(Stored data entries)

....

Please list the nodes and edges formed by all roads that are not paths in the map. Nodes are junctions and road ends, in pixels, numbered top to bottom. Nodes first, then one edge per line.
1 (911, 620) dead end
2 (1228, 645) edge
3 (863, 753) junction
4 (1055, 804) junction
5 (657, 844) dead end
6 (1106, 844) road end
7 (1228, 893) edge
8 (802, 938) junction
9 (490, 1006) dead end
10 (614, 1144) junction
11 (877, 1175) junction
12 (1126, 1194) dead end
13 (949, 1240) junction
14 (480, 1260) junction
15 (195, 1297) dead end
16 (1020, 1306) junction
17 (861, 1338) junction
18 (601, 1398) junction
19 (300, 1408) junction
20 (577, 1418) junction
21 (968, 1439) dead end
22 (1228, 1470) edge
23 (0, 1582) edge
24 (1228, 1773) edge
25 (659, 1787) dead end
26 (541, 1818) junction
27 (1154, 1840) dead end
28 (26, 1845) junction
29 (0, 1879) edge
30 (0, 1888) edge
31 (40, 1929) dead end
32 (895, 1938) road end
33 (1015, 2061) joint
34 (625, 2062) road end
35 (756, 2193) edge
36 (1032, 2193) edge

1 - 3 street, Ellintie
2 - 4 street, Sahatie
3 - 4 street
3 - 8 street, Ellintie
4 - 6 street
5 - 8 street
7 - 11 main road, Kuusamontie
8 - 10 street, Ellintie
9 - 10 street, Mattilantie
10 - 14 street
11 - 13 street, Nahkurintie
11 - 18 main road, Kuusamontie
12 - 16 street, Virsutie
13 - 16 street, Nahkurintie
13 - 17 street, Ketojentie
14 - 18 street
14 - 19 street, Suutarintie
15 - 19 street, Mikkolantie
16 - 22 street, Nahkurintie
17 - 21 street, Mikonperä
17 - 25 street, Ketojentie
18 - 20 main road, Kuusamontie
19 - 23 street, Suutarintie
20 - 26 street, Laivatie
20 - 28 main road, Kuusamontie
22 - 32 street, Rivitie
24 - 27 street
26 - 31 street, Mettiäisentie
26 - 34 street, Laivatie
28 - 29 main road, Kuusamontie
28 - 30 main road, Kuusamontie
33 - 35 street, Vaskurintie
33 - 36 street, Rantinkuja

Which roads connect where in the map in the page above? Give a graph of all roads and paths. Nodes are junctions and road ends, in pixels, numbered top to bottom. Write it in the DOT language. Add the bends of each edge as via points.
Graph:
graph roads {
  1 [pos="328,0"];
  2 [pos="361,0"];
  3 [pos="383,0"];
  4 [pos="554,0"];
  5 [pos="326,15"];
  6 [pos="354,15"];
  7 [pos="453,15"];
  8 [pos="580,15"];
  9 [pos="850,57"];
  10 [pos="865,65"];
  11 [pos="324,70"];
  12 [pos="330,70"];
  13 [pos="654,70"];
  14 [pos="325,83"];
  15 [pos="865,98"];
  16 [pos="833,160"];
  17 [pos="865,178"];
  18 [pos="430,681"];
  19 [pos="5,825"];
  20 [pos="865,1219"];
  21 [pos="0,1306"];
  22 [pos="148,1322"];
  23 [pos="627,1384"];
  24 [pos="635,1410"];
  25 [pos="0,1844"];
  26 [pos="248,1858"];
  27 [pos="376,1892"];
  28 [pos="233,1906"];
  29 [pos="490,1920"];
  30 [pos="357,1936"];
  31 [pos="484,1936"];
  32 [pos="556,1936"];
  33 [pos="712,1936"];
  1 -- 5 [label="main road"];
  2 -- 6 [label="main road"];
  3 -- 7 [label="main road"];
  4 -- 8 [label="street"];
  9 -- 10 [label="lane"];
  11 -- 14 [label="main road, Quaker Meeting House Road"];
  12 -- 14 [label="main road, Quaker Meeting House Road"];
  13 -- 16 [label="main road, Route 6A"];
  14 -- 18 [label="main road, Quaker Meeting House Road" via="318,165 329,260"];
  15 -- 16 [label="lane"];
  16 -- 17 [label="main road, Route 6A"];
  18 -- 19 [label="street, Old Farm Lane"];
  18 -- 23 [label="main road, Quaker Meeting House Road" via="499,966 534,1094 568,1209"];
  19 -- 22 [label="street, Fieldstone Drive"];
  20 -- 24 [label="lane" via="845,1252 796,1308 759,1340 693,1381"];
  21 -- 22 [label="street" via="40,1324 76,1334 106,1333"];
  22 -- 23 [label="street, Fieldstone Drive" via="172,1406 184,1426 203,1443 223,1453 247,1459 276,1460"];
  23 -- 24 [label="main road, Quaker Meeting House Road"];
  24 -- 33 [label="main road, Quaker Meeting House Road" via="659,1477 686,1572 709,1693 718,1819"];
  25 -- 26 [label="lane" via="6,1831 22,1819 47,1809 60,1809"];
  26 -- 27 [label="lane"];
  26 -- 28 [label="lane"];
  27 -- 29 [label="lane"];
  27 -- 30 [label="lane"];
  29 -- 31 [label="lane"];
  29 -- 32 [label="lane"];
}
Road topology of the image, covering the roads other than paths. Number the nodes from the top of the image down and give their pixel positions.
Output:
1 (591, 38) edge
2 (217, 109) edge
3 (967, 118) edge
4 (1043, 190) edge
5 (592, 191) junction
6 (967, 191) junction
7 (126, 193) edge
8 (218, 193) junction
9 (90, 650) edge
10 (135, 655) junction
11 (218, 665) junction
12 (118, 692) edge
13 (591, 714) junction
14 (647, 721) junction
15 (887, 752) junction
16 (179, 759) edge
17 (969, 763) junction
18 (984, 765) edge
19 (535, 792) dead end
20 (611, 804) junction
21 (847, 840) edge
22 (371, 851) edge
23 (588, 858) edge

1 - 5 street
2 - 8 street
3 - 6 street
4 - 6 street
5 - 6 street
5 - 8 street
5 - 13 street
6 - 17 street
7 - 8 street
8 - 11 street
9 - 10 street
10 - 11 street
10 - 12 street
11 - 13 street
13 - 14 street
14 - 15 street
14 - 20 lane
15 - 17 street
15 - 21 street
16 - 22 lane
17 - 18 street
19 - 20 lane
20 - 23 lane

....

- **Goal of the exercise**
Extract from the data every line where "Quaker" shows up.

- **Response to the exercise**
  11 -- 14 [label="main road, Quaker Meeting House Road"];
  12 -- 14 [label="main road, Quaker Meeting House Road"];
  14 -- 18 [label="main road, Quaker Meeting House Road" via="318,165 329,260"];
  18 -- 23 [label="main road, Quaker Meeting House Road" via="499,966 534,1094 568,1209"];
  23 -- 24 [label="main road, Quaker Meeting House Road"];
  24 -- 33 [label="main road, Quaker Meeting House Road" via="659,1477 686,1572 709,1693 718,1819"];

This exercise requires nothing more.